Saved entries
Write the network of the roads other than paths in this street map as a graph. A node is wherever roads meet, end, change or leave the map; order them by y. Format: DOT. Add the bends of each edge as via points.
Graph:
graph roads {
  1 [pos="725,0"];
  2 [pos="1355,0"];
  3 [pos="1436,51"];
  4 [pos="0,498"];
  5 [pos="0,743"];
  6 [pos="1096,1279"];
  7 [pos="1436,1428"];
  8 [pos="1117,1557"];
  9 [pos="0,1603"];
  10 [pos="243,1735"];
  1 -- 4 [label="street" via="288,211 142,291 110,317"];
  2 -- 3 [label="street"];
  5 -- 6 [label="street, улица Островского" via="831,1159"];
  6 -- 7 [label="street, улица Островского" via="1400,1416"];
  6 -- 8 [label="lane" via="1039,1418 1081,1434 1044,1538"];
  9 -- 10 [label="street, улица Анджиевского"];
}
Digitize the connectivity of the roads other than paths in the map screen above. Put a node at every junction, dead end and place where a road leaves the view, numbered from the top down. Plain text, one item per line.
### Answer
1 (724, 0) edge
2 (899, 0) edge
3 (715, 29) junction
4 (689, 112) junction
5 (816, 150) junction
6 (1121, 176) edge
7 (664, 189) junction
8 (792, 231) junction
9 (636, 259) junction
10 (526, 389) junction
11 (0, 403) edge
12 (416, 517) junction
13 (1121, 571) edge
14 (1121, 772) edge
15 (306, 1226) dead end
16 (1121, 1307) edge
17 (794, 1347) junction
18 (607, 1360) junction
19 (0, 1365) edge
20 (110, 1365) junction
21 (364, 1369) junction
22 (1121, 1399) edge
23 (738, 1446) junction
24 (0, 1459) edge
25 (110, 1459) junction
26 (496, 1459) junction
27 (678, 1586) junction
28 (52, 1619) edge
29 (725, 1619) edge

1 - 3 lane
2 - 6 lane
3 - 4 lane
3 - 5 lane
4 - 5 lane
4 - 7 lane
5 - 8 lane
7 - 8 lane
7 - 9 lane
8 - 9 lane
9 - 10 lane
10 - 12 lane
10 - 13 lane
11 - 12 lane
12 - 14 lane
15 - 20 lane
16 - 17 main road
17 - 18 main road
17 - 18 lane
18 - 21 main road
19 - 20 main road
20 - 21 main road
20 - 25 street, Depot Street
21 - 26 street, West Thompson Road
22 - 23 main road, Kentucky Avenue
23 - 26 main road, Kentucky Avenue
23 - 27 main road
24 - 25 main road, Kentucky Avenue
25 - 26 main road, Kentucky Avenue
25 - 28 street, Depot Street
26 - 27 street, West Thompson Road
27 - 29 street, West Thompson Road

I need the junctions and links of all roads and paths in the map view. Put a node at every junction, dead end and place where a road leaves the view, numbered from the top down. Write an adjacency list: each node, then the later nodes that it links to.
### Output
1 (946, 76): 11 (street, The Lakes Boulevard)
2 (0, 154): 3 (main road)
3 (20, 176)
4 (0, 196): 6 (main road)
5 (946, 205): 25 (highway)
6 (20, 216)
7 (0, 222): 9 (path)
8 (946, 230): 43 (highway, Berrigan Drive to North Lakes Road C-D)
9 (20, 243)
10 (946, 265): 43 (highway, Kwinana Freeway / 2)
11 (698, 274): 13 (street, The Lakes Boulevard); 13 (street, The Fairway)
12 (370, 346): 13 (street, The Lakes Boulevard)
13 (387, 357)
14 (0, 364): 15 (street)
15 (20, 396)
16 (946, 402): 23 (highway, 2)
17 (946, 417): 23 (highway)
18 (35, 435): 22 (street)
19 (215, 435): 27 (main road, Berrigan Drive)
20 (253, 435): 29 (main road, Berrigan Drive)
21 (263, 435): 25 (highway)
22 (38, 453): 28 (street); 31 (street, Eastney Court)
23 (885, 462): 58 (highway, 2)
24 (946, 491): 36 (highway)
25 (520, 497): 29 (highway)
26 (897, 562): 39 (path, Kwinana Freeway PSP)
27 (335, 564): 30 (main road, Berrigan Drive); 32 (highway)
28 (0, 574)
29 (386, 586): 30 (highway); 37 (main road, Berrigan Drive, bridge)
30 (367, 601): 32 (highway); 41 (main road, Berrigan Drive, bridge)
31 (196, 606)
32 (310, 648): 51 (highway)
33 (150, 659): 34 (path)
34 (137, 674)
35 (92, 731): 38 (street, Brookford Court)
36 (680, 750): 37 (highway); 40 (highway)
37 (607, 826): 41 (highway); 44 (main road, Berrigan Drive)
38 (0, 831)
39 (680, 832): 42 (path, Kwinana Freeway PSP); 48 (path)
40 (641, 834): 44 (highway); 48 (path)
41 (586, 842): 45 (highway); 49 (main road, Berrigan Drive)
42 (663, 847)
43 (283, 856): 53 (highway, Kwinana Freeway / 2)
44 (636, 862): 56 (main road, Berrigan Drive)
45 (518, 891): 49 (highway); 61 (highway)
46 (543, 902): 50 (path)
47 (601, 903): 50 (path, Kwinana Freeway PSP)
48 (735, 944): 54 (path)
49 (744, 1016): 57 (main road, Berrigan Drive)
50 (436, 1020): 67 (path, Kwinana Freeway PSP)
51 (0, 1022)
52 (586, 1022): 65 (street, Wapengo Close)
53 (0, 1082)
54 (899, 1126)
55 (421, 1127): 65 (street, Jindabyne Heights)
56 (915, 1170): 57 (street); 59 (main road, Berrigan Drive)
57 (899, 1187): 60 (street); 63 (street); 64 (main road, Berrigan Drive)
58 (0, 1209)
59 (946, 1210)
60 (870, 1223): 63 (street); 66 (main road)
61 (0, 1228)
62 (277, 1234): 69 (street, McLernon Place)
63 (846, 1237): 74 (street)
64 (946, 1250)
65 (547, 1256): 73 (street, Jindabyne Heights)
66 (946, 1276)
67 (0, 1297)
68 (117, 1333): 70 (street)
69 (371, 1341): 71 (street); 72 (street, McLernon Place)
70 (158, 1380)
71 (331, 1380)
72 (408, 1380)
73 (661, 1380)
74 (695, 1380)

**About this exercise**. All lines of the data above that include the word "West" must be shown.

**Expected output**.
21 - 26 street, West Thompson Road
26 - 27 street, West Thompson Road
27 - 29 street, West Thompson Road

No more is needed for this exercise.